I do indeed index the web myself. Not the entire web, just a subset of it. The crawler quickly loses interest in javascript:y websites and only indexes at depth those websites that are simple. It also focuses on websites in English, Swedish and Latin and tries to identify and ignore the rest (best-effort).
You'd be surprised how much you can do with modern hardware if you are scrappy. The current index is about 17.7 million URLs. I've gone as far as 50 million and could probably double that if I really wanted to. The difficulty isn't having a small enough index, but rather having a relevant enough index, weeding out the link farms and stuff that just take space.
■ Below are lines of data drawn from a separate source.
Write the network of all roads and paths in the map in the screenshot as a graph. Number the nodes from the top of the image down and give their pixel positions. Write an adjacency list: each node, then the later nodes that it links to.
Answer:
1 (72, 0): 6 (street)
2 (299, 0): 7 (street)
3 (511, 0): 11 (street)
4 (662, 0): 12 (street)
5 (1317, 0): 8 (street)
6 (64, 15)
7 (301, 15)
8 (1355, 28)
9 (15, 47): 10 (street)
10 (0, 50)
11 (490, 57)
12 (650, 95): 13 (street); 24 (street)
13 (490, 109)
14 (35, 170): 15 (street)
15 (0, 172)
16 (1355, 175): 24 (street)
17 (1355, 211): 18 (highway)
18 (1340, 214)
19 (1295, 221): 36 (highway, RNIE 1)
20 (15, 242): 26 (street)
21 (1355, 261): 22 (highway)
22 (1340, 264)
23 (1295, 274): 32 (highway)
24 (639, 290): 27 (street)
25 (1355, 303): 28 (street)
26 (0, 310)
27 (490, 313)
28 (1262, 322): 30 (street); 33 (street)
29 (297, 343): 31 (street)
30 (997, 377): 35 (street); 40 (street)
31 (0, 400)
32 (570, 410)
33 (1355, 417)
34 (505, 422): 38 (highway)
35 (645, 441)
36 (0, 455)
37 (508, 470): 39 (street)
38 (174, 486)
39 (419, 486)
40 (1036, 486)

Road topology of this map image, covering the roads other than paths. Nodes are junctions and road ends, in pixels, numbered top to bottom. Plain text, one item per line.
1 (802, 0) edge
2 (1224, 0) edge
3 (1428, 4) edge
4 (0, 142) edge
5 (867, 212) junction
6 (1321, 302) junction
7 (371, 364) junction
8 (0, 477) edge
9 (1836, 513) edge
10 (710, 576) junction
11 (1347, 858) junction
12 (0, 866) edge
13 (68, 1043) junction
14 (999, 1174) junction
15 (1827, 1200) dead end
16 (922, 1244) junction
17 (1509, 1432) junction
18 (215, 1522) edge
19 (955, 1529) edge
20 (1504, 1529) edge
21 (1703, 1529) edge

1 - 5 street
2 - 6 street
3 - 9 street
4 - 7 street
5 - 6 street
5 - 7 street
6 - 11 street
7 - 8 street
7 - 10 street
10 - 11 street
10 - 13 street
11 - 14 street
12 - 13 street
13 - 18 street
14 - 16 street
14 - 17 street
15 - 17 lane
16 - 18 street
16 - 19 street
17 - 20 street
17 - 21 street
I only index N-grams of up to 4 words, carefully chosen to be useful. The search engine, right now, is backed by a 317 Gb reverse index and a 5.2 Gb dictionary.
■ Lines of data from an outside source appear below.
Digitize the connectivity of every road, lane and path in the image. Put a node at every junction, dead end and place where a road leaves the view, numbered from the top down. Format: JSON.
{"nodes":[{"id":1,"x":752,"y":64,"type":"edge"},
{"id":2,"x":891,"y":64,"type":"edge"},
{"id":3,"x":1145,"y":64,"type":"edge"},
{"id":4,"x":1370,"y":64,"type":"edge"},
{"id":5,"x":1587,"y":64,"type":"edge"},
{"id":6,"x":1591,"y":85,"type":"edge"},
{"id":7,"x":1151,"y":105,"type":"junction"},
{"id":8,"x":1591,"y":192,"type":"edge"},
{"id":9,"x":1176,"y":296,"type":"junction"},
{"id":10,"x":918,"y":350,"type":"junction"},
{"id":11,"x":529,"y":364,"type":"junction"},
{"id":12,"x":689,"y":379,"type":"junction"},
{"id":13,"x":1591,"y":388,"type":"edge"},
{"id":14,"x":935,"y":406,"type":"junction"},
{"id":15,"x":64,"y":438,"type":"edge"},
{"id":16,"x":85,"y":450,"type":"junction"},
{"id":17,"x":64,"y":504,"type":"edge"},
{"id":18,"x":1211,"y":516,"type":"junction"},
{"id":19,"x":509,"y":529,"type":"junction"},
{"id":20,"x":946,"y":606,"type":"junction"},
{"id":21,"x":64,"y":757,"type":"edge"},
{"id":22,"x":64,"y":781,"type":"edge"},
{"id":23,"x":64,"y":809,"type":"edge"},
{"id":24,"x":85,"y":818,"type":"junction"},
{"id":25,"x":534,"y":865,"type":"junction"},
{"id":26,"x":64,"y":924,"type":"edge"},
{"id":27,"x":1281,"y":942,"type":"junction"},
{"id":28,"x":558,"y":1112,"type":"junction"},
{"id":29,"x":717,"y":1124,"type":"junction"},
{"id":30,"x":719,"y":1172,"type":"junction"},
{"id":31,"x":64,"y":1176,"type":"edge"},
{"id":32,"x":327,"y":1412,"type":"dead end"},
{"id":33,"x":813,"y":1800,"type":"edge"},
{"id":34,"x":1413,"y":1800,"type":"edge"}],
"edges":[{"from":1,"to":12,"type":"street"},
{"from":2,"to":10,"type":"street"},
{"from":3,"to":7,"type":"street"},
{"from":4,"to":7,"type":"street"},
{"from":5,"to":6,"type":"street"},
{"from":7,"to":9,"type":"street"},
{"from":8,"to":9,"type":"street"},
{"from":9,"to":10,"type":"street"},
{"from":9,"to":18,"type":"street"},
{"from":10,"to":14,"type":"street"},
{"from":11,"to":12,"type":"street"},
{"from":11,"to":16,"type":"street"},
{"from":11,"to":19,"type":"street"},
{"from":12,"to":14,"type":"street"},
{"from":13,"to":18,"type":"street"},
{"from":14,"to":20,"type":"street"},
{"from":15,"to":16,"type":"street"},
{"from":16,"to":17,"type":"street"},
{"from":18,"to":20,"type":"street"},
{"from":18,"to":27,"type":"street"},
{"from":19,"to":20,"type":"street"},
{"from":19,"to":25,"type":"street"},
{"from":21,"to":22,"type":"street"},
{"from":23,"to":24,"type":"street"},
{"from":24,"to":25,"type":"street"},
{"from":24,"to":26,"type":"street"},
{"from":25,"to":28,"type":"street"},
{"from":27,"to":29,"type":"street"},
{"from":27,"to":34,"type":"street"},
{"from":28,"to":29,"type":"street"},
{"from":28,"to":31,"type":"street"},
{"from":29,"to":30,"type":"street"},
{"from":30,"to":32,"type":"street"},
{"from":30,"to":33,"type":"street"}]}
I have only one recommendation that might make the search a bit more relevant, e.g when searching for 'linux locking' or 'kernel locking' kind of things.
Try to upsort things that match near the top of the content, like the top of the man page vs middle vs bottom.
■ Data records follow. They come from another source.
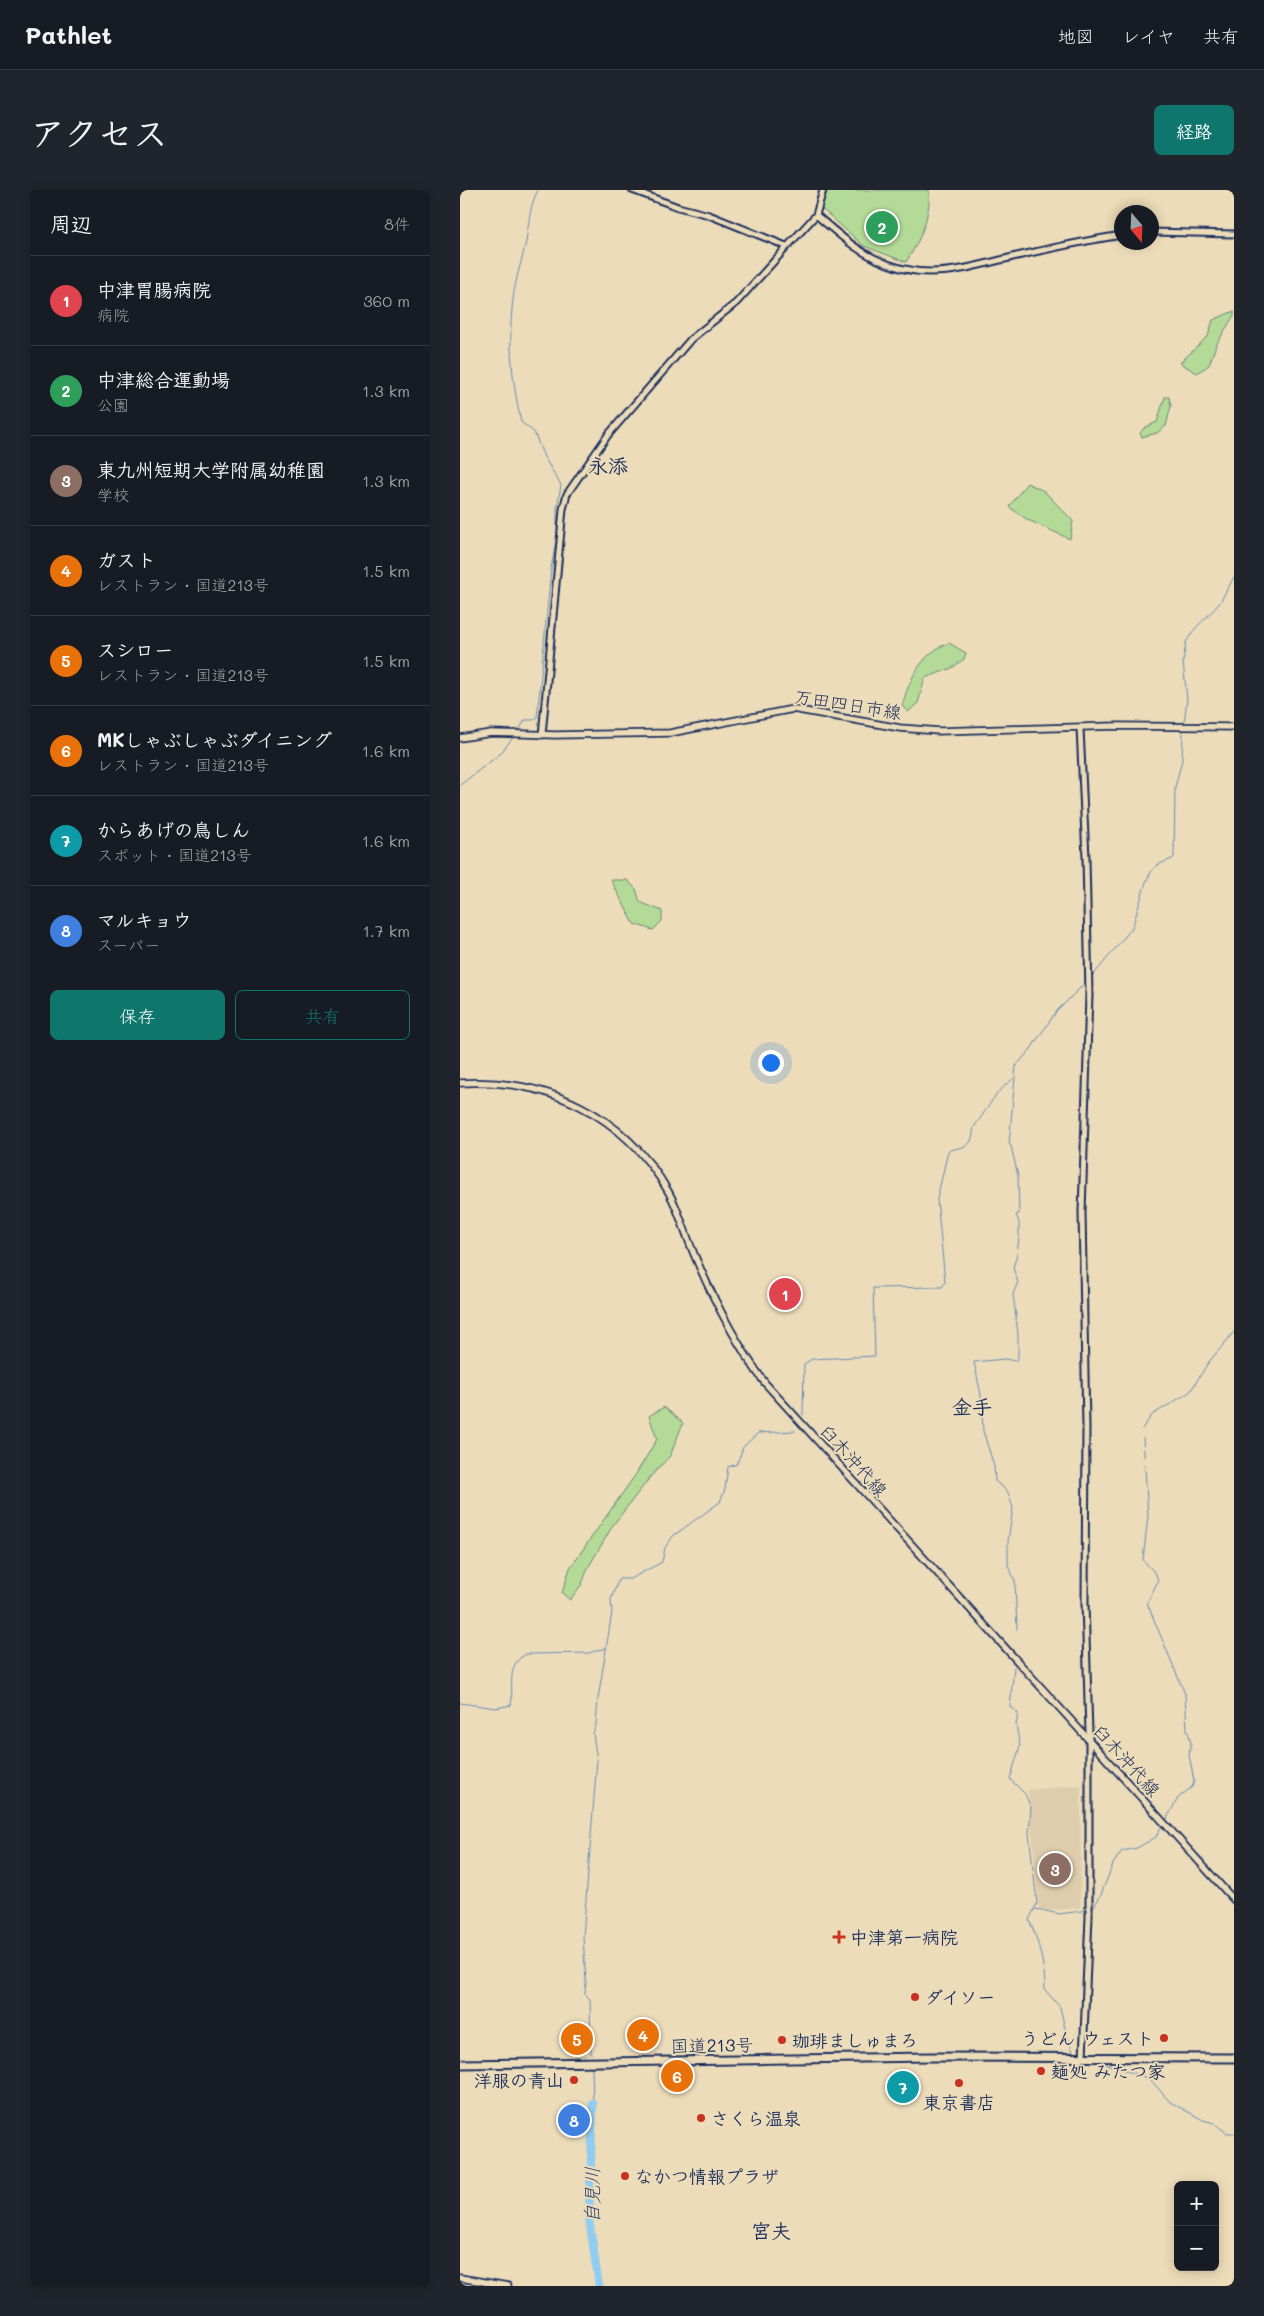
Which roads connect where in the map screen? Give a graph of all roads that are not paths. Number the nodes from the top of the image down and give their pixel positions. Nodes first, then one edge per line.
1 (632, 190) edge
2 (823, 190) edge
3 (816, 215) junction
4 (1159, 232) edge
5 (1234, 234) edge
6 (1114, 237) edge
7 (786, 246) junction
8 (1234, 727) edge
9 (1080, 728) junction
10 (542, 735) junction
11 (460, 738) edge
12 (460, 1083) edge
13 (1089, 1740) junction
14 (1234, 1900) edge
15 (1083, 2058) junction
16 (1234, 2058) edge
17 (460, 2064) edge
18 (460, 2278) edge
19 (508, 2286) edge

1 - 7 street
2 - 3 street
3 - 6 street
3 - 7 street
4 - 5 street
7 - 10 street
8 - 9 main road, 万田四日市線
9 - 10 main road, 万田四日市線
9 - 13 street
10 - 11 main road, 万田四日市線
12 - 13 main road, 臼木沖代線
13 - 14 main road, 臼木沖代線
13 - 15 street
15 - 16 highway, 国道213号
15 - 17 highway, 国道213号
18 - 19 main road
One easy way to do it without having to store the positions, is to index the ngrams with max(sqrt,8) of their line number, this will cover first 64 lines, you can also use log() or just decide ad hock, top, middle, bottom of the document, so you can use only 3 values.
then just make the query "kernel locking" to "dismax(kernel_1 OR kernel_2 OR kernel_3...) AND dismax(locking_1 OR locking_2 ...) with some tiebreaker of 0.1 or so, you can also say "i want to upsort things on the same line, or few lines apart" by modifying the query a bit.
It works really well and costs very little in terms of space, i tried it at https://github.com/jackdoe/zr while searching all of stackoverfow/man pages and etc and was pretty surprised by the result.
This approach is a bit cheaper than storing the positions because positions are (lets say) 4 bytes per term per doc, while this approach has fixed uppre bound cost of 8*4 per document (assuming 4 byte document ids) plus some amortized cost for the terms
Cool, I've been thinking on this topic a bit lately. Crawling is indeed not that hard of a problem. Google could do it 23 years ago. The web is a bit bigger now of course but it's not that bad. Those numbers are well within the range of a very modest search cluster (pick your favorite technology; it shouldn't be challenging for any of them). 10x or 1000x would not matter a lot for this. Although it would raise your cost a little.
The hard problem is indeed separating the good stuff from the bad stuff; or rather labeling the stuff such that you can tell the difference at query time. Page rank was nice back in the day; until people figured out how to game things. And now we have bot farms filling the web with nonsense to drive political agendas, create memes, or to drown out criticism. Page rank is still a useful ranking signal; just not by it self.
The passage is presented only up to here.